The employer’s defence is set out in 14A (2) above for it states:
it is a defence for the employer to prove that the employer took such steps as are reasonably practicable —
( a ) in a case where subsection (1)(a) applies (whether or not subsection (1)(b) also applies), to prevent the person from harassing or sexually harassing the victim or any class of persons which includes the victim, and
( b ) in a case where subsection (1)(b) applies, to prevent the victim from being treated differently in the workplace or otherwise in the course of the victim’s employment and, if and so far as any such treatment has occurred, to reverse its effects.
What does this mean?
The first part of this defence is that the employer took steps to prevent harassment occurring in the first place. This has been held by the Labour Court to mean, at a minimum, the existence of policies/procedures in the workplace to prevent and deal with harassment. The most popular way for employers to ensure the necessary policy is to have a staff handbook or dignity at work policy communicated and available to all staff.
The second part of this defence is, where harassment has occurred, to take action to reverse the effect of the harassment that has occurred. This would involve a look at the actions that the employer took once it was aware of the complaint of harassment and how quickly it took steps to deal with it.

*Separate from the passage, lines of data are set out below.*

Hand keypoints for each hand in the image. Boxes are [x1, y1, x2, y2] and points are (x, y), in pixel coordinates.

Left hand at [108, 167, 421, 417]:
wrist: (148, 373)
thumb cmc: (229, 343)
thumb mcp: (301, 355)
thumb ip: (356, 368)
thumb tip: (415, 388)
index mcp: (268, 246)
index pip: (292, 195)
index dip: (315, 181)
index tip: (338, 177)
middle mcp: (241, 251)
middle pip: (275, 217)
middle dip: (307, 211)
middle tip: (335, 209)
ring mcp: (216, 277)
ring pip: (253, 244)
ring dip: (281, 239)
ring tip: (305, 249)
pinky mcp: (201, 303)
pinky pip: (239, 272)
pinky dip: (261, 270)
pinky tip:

A substantial part of this response would be an investigation of the complaint(s) and the practical steps and any measures taken to deal with the employee’s complaint.
Takeaway for employers
There is two parts to the defence open to you in a discrimination/harassment type claim:
- What did you do beforehand to try to ensure no discrimination occurs in the workplace-for example, had you a dignity at work/anti bullying/anti harassment policy and procedure communicated to all employees
- ONce an allegation or complaint of harassment is made have you taken all reasonably practical steps to deal with the complaint and to reverse the effect of any harassment which has occurred.